Steady-state kinetics of formation of anodic oxide films on tantalum in sulphuric acid

Abstract

On elementary theories, the ionic current i through the oxide is expected in the steady state to depend on the field strength E in the oxide (as measured by oxide overpotential/thickness of oxide) and the temperature T according to an equation of the form i = i 0 exp { – ( W – qaE )/ kT }, where i 0 , W and a are constants which have different significance according to the model, q is the charge on the ion, and k is Boltzmann’s constant. The relation has been investigated experimentally by a spectrophotometric method of determining the thickness of the oxide. It was found that the experimental results for dilute solutions could be represented within less than 1 % of E at 2490 Ả thickness by the above equation with qaE replaced by q (α + β E ) E where α and β are constants with i 0 = 10 8.24 A/cm 2 , W = 2.185 eV, α = 6.995Ả,β = – 3.35Ả/(10 7 V/cm) and q = 5 e . The modifications that occur as the concentration of acid is increased have been investigated.
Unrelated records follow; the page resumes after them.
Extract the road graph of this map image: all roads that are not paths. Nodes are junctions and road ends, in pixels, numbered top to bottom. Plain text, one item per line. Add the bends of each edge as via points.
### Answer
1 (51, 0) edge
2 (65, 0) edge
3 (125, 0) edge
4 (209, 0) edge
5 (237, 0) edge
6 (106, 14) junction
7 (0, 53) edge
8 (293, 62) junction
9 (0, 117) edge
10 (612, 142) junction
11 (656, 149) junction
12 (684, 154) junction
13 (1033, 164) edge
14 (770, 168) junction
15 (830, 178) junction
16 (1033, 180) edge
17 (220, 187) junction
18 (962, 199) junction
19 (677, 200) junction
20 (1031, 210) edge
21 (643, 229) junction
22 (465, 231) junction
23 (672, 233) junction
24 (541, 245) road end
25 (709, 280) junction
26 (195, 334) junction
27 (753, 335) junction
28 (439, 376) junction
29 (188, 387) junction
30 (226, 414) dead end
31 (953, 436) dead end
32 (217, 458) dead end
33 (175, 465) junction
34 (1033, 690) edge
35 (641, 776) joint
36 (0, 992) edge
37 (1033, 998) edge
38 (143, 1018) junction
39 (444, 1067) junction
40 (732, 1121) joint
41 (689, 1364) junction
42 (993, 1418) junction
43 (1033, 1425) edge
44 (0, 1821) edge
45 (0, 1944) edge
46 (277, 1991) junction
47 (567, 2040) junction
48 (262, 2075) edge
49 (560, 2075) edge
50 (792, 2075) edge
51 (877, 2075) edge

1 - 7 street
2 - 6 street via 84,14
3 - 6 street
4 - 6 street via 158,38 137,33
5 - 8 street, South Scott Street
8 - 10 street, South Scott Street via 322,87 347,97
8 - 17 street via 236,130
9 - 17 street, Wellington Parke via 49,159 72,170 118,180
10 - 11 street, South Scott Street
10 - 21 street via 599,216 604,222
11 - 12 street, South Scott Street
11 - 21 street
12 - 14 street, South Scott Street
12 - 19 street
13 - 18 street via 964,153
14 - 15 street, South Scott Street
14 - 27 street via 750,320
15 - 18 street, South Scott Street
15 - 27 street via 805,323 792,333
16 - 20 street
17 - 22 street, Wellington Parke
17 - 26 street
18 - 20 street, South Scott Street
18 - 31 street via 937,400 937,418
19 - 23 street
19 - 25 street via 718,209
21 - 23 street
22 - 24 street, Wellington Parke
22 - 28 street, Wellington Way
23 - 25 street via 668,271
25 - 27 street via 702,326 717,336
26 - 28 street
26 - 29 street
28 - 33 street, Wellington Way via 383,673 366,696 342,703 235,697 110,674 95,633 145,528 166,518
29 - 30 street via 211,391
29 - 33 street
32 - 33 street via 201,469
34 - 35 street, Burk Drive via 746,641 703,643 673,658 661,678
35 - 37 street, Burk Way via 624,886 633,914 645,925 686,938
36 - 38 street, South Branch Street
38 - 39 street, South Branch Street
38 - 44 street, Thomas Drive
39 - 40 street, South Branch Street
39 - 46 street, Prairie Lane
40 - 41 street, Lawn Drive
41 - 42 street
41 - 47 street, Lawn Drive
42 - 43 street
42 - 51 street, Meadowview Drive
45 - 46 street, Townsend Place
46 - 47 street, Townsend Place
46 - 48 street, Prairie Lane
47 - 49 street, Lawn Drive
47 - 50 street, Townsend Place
In concentrated acid, although less charge is required to form a film of given optical thickness, the films have a lower a.c. capacity, and require a higher overpotential to produce a given ionic current density. The capacity of films formed to a given overpotential at a given current density is almost independent of the concentration of the acid. The significance of the results is discussed in connexion with how far the existence of a range of site parameters (in particular, activation energy and activation distance) in an amorphous oxide tends to explain them, or whether a more fundamental change in the equations used to describe ionic movement is required.